Work request: I'd like the entries reproduced exactly, with the images omitted.
==== Material for the task
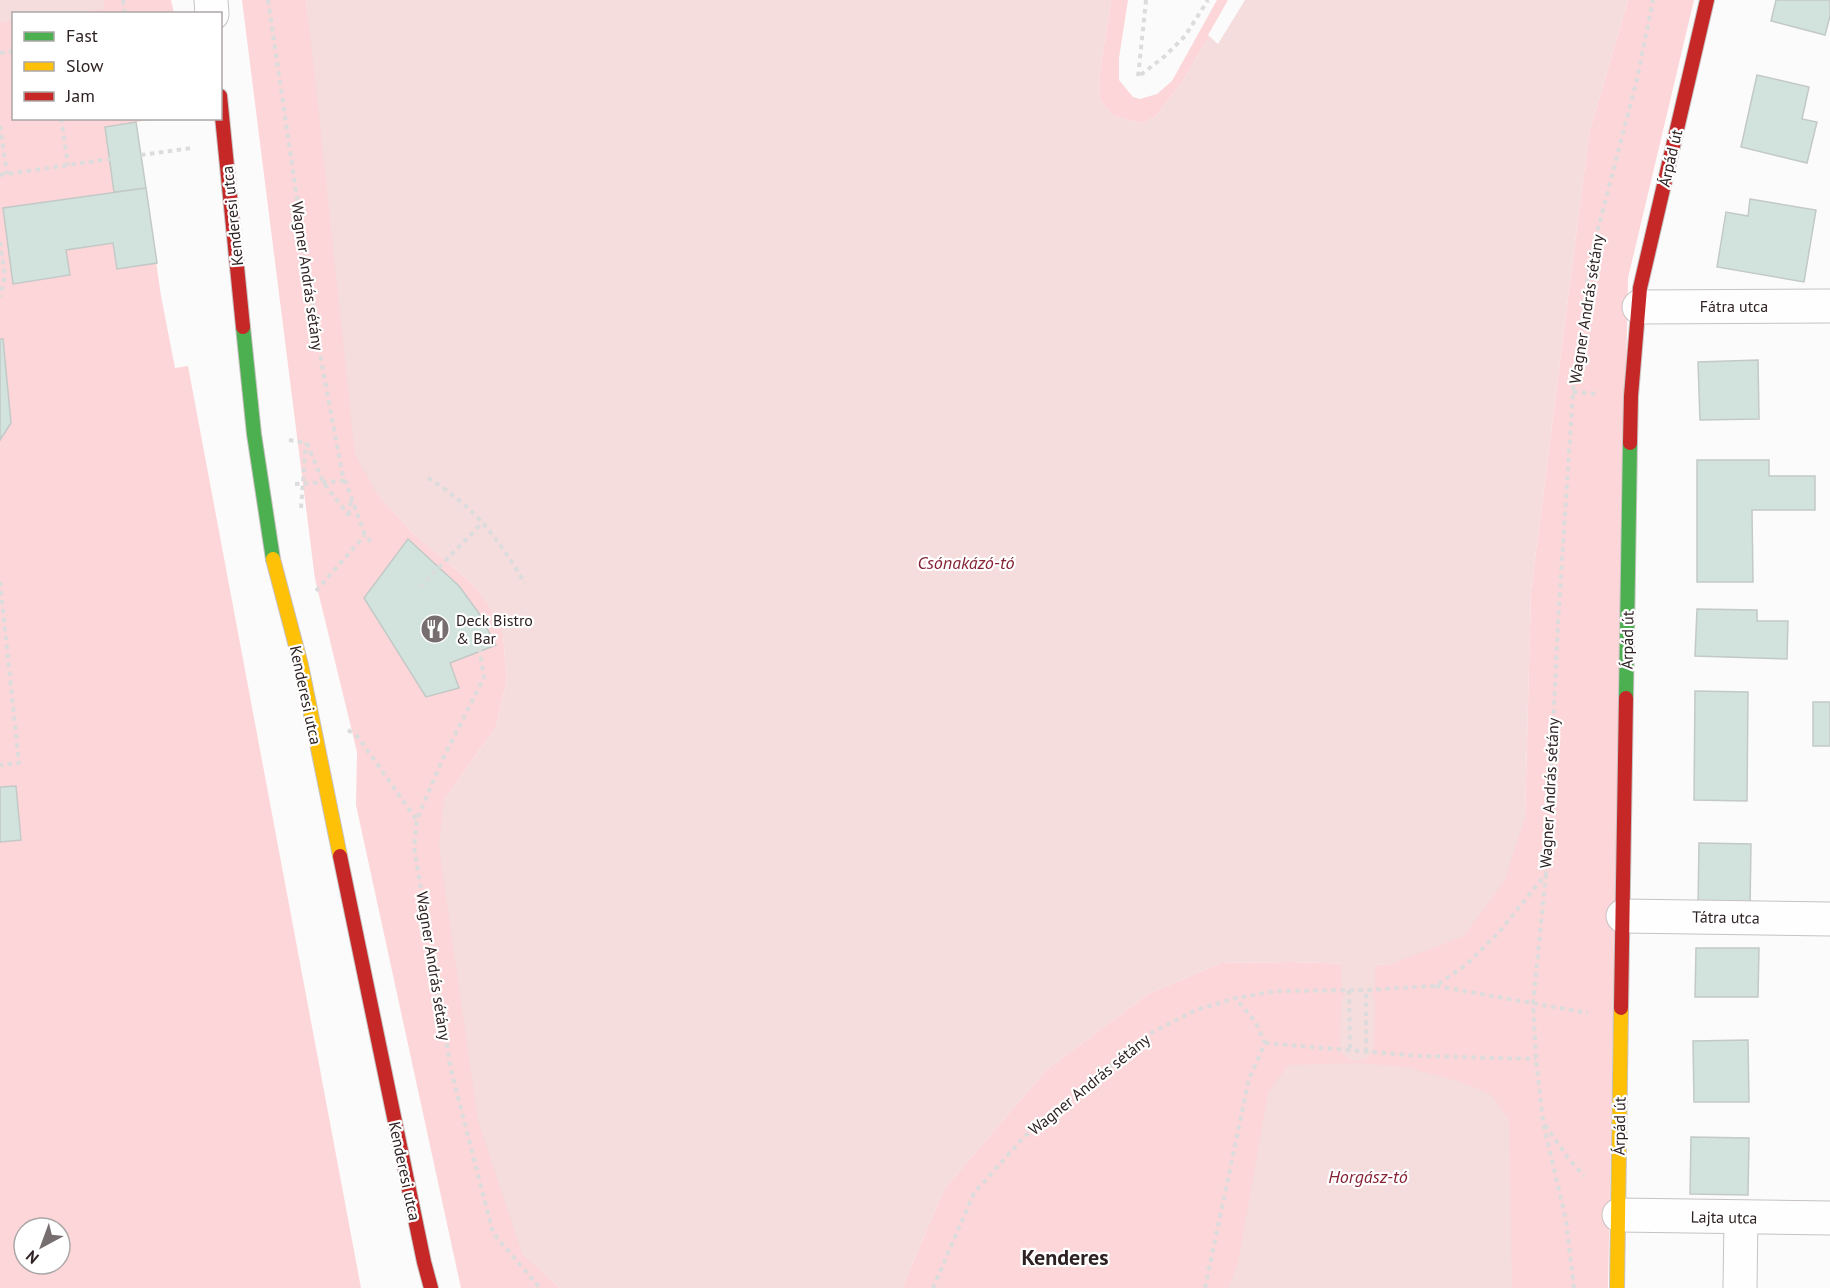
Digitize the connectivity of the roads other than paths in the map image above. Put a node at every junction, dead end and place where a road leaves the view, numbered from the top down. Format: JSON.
{"nodes":[{"id":1,"x":1707,"y":0,"type":"edge"},
{"id":2,"x":222,"y":115,"type":"edge"},
{"id":3,"x":1830,"y":306,"type":"edge"},
{"id":4,"x":1639,"y":307,"type":"junction"},
{"id":5,"x":1623,"y":916,"type":"junction"},
{"id":6,"x":1830,"y":919,"type":"edge"},
{"id":7,"x":1618,"y":1215,"type":"junction"},
{"id":8,"x":1741,"y":1217,"type":"junction"},
{"id":9,"x":1830,"y":1218,"type":"edge"},
{"id":10,"x":431,"y":1288,"type":"edge"},
{"id":11,"x":1617,"y":1288,"type":"edge"},
{"id":12,"x":1740,"y":1288,"type":"edge"}],
"edges":[{"from":1,"to":4,"type":"street","name":"Árpád út"},
{"from":2,"to":10,"type":"street","name":"Kenderesi utca"},
{"from":3,"to":4,"type":"street","name":"Fátra utca"},
{"from":4,"to":5,"type":"street","name":"Árpád út"},
{"from":5,"to":6,"type":"street","name":"Tátra utca"},
{"from":5,"to":7,"type":"street","name":"Árpád út"},
{"from":7,"to":8,"type":"street","name":"Lajta utca"},
{"from":7,"to":11,"type":"street","name":"Árpád út"},
{"from":8,"to":9,"type":"street","name":"Lajta utca"},
{"from":8,"to":12,"type":"street"}]}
========
Response to this task:
Digitize the connectivity of the roads other than paths in the map image above. Put a node at every junction, dead end and place where a road leaves the view, numbered from the top down. Format: JSON.
{"nodes":[{"id":1,"x":1707,"y":0,"type":"edge"},
{"id":2,"x":222,"y":115,"type":"edge"},
{"id":3,"x":1830,"y":306,"type":"edge"},
{"id":4,"x":1639,"y":307,"type":"junction"},
{"id":5,"x":1623,"y":916,"type":"junction"},
{"id":6,"x":1830,"y":919,"type":"edge"},
{"id":7,"x":1618,"y":1215,"type":"junction"},
{"id":8,"x":1741,"y":1217,"type":"junction"},
{"id":9,"x":1830,"y":1218,"type":"edge"},
{"id":10,"x":431,"y":1288,"type":"edge"},
{"id":11,"x":1617,"y":1288,"type":"edge"},
{"id":12,"x":1740,"y":1288,"type":"edge"}],
"edges":[{"from":1,"to":4,"type":"street","name":"Árpád út"},
{"from":2,"to":10,"type":"street","name":"Kenderesi utca"},
{"from":3,"to":4,"type":"street","name":"Fátra utca"},
{"from":4,"to":5,"type":"street","name":"Árpád út"},
{"from":5,"to":6,"type":"street","name":"Tátra utca"},
{"from":5,"to":7,"type":"street","name":"Árpád út"},
{"from":7,"to":8,"type":"street","name":"Lajta utca"},
{"from":7,"to":11,"type":"street","name":"Árpád út"},
{"from":8,"to":9,"type":"street","name":"Lajta utca"},
{"from":8,"to":12,"type":"street"}]}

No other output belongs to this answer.